As a respectful tenant who enjoys watching movies well into the wee small hours, I’m used to closed captioning: I frequently hit the CC button so as not to disturb my neighbors’ slumber. (Though gosh only knows how one can make it through a Cockney kitchen-sink drama without the aid of CC.) Accustomed as I am to the appearance of writing across the bottom of the screen throughout the duration of the picture, it never once gave pause for wonder.
And don’t blame the closed captioning for getting in the way when it’s Haynes’s selective hearing and Dolby Deaf sound mix that are the real culprits. If it was the director’s goal to reproduce the “deaf experience,” shouldn’t the entire film have played out in silence?
Of course not! Silent movies were never intended to be exhibited without sound. From a sole piano player to a full symphony orchestra, there was always some type of music to underscore the ribbon of images. Haynes respects this, as the accompanying music and sound effects during Rose’s segment are all provided by an orchestra with no added outside noise. The same rules clearly do not apply to the tone of Haynes’s semi-audible ’70s.
Haynes is also guilty of turning a deaf-eye to the visual look of his flashback sequence. Widescreen lenses wouldn’t be brought into play for at least another 25 years.
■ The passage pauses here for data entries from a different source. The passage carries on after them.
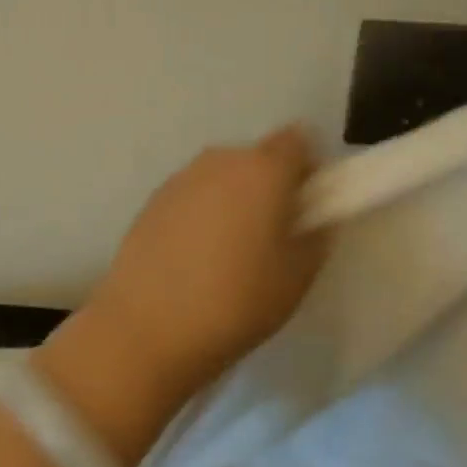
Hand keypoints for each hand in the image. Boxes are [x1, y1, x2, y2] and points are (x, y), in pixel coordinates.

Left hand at [81, 126, 328, 401]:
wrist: (149, 325)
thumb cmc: (237, 301)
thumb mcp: (297, 276)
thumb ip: (317, 234)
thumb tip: (316, 216)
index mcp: (263, 170)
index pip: (297, 140)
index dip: (307, 167)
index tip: (308, 203)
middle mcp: (220, 160)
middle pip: (257, 158)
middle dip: (270, 185)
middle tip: (273, 232)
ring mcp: (181, 177)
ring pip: (222, 176)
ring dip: (233, 197)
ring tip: (230, 249)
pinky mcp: (153, 199)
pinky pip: (193, 194)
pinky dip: (202, 211)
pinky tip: (195, 255)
Stickler, schmickler: there is no excuse for shooting Rose’s story in the same anamorphic aspect ratio as Ben’s. Haynes clearly wanted to pay his respect to silent cinema. Were that not the case, he would have shot the entire film in color. When Rose attends a matinee showing of one of Lillian’s movies, the image on screen is properly masked in the Academy Ratio. Why the entire sequence doesn’t follow suit is a question only the director can answer.
Not more than an hour in the Big Apple and a fleetfoot homeless guy steals Ben’s cash, leaving the kid alone to wander 42nd Street. The next day, while in search of the store that corresponds to the bookmark, Ben just happens to meet up with a kid who just happens to be the son an employee who just happens to work at the museum that houses the key to the puzzle. I scribble on my notepad, Night at the Museum 4: Revenge of the Flukes.
Moore reappears in the color sequence, but so as not to be labeled a spoiler, I won’t reveal in what capacity. Let’s just say that Ben awakens in the bookstore to find Moore and the shopkeeper (Tom Noonan) lording over him. The two purposely don’t reveal their true identities so that Seltzer can keep the audience in suspense. That’s really unfair to frightened Ben.
And for a film about the deaf community, there is enough rapid-fire verbal exposition doled out during the last ten minutes to make a sign-reader’s eyes smoke! There’s much in here — silent cinema, the 1964 New York World’s Fair, 42nd Street before its Disneyfication — that I enjoyed seeing re-created on film. Just not in this film.